• WORK TO COMPLETE: All entries below are to be retyped in full, precisely as they appear.

[TASK MATERIAL]

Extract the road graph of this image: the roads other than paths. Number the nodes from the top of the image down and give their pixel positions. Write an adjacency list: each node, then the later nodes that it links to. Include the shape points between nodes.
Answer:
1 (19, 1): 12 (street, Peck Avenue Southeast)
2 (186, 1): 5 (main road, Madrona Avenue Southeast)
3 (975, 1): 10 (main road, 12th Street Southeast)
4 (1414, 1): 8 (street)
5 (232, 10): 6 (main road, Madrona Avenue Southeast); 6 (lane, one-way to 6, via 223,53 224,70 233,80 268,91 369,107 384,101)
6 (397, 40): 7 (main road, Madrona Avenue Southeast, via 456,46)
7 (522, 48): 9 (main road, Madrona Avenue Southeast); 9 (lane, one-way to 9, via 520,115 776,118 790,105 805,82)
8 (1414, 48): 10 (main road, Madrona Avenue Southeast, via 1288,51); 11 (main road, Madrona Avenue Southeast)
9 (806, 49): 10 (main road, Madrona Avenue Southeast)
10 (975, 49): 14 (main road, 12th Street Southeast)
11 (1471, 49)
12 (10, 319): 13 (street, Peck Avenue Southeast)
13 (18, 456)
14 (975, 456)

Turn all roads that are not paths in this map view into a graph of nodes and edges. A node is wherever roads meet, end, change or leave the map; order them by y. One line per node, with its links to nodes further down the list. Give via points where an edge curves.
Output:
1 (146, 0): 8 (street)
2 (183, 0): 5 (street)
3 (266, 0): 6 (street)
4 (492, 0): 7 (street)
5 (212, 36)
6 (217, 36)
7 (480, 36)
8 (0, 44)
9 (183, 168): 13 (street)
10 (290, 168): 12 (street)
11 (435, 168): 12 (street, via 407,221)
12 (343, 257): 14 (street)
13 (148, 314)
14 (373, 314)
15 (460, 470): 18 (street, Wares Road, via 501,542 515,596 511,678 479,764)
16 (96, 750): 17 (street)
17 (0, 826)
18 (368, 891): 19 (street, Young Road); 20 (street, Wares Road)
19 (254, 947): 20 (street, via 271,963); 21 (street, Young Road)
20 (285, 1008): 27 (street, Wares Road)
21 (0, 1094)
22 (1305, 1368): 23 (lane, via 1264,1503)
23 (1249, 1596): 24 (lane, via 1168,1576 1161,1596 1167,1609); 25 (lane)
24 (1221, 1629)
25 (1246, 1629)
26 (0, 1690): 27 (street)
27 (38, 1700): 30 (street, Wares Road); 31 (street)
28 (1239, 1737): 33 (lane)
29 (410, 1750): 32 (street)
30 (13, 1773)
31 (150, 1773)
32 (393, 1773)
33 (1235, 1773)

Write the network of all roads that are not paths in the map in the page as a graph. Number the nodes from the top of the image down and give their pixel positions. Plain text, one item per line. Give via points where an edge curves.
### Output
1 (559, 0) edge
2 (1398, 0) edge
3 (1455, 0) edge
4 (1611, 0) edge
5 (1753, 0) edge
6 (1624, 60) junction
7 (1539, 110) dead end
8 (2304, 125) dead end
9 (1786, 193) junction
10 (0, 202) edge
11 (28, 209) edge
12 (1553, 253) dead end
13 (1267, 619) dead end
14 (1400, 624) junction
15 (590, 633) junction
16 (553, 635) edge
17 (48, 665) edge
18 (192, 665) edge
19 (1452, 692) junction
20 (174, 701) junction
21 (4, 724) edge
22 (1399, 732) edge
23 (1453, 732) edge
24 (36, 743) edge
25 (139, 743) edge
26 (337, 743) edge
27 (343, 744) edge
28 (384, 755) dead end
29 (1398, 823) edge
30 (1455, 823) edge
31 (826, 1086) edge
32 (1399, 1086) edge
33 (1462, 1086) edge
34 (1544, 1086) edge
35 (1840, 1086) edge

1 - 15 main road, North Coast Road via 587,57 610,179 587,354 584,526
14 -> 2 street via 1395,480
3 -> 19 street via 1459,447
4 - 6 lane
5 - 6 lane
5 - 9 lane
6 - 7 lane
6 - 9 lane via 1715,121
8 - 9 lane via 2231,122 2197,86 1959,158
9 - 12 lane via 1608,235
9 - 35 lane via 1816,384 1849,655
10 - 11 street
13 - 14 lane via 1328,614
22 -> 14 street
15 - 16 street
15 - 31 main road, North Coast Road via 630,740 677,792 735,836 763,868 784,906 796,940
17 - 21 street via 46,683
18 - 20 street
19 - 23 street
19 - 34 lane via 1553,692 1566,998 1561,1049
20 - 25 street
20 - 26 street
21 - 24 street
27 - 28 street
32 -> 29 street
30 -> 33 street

[/TASK MATERIAL]

• OUTPUT BELOW:
Extract the road graph of this image: the roads other than paths. Number the nodes from the top of the image down and give their pixel positions. Write an adjacency list: each node, then the later nodes that it links to. Include the shape points between nodes.
Answer:
1 (19, 1): 12 (street, Peck Avenue Southeast)
2 (186, 1): 5 (main road, Madrona Avenue Southeast)
3 (975, 1): 10 (main road, 12th Street Southeast)
4 (1414, 1): 8 (street)
5 (232, 10): 6 (main road, Madrona Avenue Southeast); 6 (lane, one-way to 6, via 223,53 224,70 233,80 268,91 369,107 384,101)
6 (397, 40): 7 (main road, Madrona Avenue Southeast, via 456,46)
7 (522, 48): 9 (main road, Madrona Avenue Southeast); 9 (lane, one-way to 9, via 520,115 776,118 790,105 805,82)
8 (1414, 48): 10 (main road, Madrona Avenue Southeast, via 1288,51); 11 (main road, Madrona Avenue Southeast)
9 (806, 49): 10 (main road, Madrona Avenue Southeast)
10 (975, 49): 14 (main road, 12th Street Southeast)
11 (1471, 49)
12 (10, 319): 13 (street, Peck Avenue Southeast)
13 (18, 456)
14 (975, 456)

Turn all roads that are not paths in this map view into a graph of nodes and edges. A node is wherever roads meet, end, change or leave the map; order them by y. One line per node, with its links to nodes further down the list. Give via points where an edge curves.
Output:
1 (146, 0): 8 (street)
2 (183, 0): 5 (street)
3 (266, 0): 6 (street)
4 (492, 0): 7 (street)
5 (212, 36)
6 (217, 36)
7 (480, 36)
8 (0, 44)
9 (183, 168): 13 (street)
10 (290, 168): 12 (street)
11 (435, 168): 12 (street, via 407,221)
12 (343, 257): 14 (street)
13 (148, 314)
14 (373, 314)
15 (460, 470): 18 (street, Wares Road, via 501,542 515,596 511,678 479,764)
16 (96, 750): 17 (street)
17 (0, 826)
18 (368, 891): 19 (street, Young Road); 20 (street, Wares Road)
19 (254, 947): 20 (street, via 271,963); 21 (street, Young Road)
20 (285, 1008): 27 (street, Wares Road)
21 (0, 1094)
22 (1305, 1368): 23 (lane, via 1264,1503)
23 (1249, 1596): 24 (lane, via 1168,1576 1161,1596 1167,1609); 25 (lane)
24 (1221, 1629)
25 (1246, 1629)
26 (0, 1690): 27 (street)
27 (38, 1700): 30 (street, Wares Road); 31 (street)
28 (1239, 1737): 33 (lane)
29 (410, 1750): 32 (street)
30 (13, 1773)
31 (150, 1773)
32 (393, 1773)
33 (1235, 1773)

Write the network of all roads that are not paths in the map in the page as a graph. Number the nodes from the top of the image down and give their pixel positions. Plain text, one item per line. Give via points where an edge curves.
### Output
1 (559, 0) edge
2 (1398, 0) edge
3 (1455, 0) edge
4 (1611, 0) edge
5 (1753, 0) edge
6 (1624, 60) junction
7 (1539, 110) dead end
8 (2304, 125) dead end
9 (1786, 193) junction
10 (0, 202) edge
11 (28, 209) edge
12 (1553, 253) dead end
13 (1267, 619) dead end
14 (1400, 624) junction
15 (590, 633) junction
16 (553, 635) edge
17 (48, 665) edge
18 (192, 665) edge
19 (1452, 692) junction
20 (174, 701) junction
21 (4, 724) edge
22 (1399, 732) edge
23 (1453, 732) edge
24 (36, 743) edge
25 (139, 743) edge
26 (337, 743) edge
27 (343, 744) edge
28 (384, 755) dead end
29 (1398, 823) edge
30 (1455, 823) edge
31 (826, 1086) edge
32 (1399, 1086) edge
33 (1462, 1086) edge
34 (1544, 1086) edge
35 (1840, 1086) edge

1 - 15 main road, North Coast Road via 587,57 610,179 587,354 584,526
14 -> 2 street via 1395,480
3 -> 19 street via 1459,447
4 - 6 lane
5 - 6 lane
5 - 9 lane
6 - 7 lane
6 - 9 lane via 1715,121
8 - 9 lane via 2231,122 2197,86 1959,158
9 - 12 lane via 1608,235
9 - 35 lane via 1816,384 1849,655
10 - 11 street
13 - 14 lane via 1328,614
22 -> 14 street
15 - 16 street
15 - 31 main road, North Coast Road via 630,740 677,792 735,836 763,868 784,906 796,940
17 - 21 street via 46,683
18 - 20 street
19 - 23 street
19 - 34 lane via 1553,692 1566,998 1561,1049
20 - 25 street
20 - 26 street
21 - 24 street
27 - 28 street
32 -> 29 street
30 -> 33 street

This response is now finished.